The
Wigner-Seitz cell is a
primitive unit cell about a
Bravais lattice point with the the property that the space it encloses is closer to that point than to any other lattice point (see
Bravais lattice for background on this topic). A
primitive unit cell is a region of space that, when translated through all
Bravais lattice vectors, fills space completely with no two cells overlapping. Consider the following 2-d example of four adjoining Wigner-Seitz cells of a simple square
lattice.
X X X X X X X
-------------
| | |
X X X | X | X | X X
| | |
|-----|-----|
| | |
X X X | X | X | X X
| | |
----- -----
X X X X X X X
X X X X X X X
Notice that the Wigner-Seitz cell has the same 90-degree rotational symmetry as the square lattice. All Wigner-Seitz cells have the same symmetries as their corresponding Bravais lattices. The Wigner-Seitz cells of 3-d Bravais lattices can have quite complex structure (i.e. there's no way i can draw them with ASCII art).
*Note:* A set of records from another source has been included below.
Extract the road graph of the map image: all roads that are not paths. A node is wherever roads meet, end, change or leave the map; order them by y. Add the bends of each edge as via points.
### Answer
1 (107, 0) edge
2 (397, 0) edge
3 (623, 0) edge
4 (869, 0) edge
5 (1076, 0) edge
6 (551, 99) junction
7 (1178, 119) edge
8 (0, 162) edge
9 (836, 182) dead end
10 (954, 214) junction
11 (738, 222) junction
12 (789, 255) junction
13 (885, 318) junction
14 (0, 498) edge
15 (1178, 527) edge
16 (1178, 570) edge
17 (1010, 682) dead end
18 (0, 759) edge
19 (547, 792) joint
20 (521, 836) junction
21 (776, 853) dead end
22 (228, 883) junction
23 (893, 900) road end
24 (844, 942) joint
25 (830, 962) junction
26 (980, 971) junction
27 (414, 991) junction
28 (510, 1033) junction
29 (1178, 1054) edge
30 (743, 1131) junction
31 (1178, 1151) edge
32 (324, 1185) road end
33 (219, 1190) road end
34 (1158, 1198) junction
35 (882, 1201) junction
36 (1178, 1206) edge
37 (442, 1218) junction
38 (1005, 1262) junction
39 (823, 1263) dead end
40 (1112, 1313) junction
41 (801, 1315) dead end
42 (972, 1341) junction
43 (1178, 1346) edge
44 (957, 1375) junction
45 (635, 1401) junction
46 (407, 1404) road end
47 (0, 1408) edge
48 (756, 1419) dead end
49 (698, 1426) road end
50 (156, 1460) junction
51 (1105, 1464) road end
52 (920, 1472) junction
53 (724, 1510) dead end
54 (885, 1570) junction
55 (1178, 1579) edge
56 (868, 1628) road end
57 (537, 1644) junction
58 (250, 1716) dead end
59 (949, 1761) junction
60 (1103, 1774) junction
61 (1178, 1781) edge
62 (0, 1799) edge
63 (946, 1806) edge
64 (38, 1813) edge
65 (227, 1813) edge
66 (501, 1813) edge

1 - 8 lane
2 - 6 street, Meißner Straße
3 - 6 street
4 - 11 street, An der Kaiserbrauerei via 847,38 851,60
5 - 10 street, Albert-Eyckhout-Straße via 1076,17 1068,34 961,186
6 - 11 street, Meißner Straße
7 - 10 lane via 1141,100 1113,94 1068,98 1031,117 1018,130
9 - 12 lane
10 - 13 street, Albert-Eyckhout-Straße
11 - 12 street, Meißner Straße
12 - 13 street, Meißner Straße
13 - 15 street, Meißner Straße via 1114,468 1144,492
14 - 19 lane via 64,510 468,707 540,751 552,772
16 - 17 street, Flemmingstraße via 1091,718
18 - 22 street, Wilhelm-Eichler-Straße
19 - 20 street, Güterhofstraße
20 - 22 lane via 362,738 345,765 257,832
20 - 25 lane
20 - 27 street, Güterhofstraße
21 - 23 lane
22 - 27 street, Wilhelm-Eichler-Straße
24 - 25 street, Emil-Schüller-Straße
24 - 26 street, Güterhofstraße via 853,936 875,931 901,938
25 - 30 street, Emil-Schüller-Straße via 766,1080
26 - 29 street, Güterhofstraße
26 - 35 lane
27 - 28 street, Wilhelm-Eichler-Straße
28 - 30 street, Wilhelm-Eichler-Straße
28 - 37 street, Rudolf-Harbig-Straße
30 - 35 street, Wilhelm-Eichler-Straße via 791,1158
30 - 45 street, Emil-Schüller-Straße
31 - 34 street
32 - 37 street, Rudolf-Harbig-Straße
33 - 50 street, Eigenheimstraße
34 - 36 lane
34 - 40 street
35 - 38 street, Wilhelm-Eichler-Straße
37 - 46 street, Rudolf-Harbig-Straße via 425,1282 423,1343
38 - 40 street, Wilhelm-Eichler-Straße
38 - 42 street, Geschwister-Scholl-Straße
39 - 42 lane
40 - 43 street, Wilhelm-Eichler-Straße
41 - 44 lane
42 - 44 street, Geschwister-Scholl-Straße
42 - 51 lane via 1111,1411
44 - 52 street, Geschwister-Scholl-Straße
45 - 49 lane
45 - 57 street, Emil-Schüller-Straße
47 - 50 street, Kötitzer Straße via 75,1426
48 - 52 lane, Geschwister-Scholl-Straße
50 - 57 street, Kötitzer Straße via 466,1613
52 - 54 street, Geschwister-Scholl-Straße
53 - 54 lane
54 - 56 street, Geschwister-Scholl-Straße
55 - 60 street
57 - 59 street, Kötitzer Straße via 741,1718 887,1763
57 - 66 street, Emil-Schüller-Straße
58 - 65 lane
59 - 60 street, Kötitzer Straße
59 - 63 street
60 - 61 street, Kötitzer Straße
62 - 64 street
The Wigner-Seitz cell of a reciprocal lattice is extremely important in solid state physics. This cell has a special name--the first Brillouin zone. Bragg diffraction of electron wavefunctions occurs when their Bloch wavevectors (see Bloch's theorem) lie on the boundary of the first Brillouin zone. This leads to the formation of energy bandgaps in solids.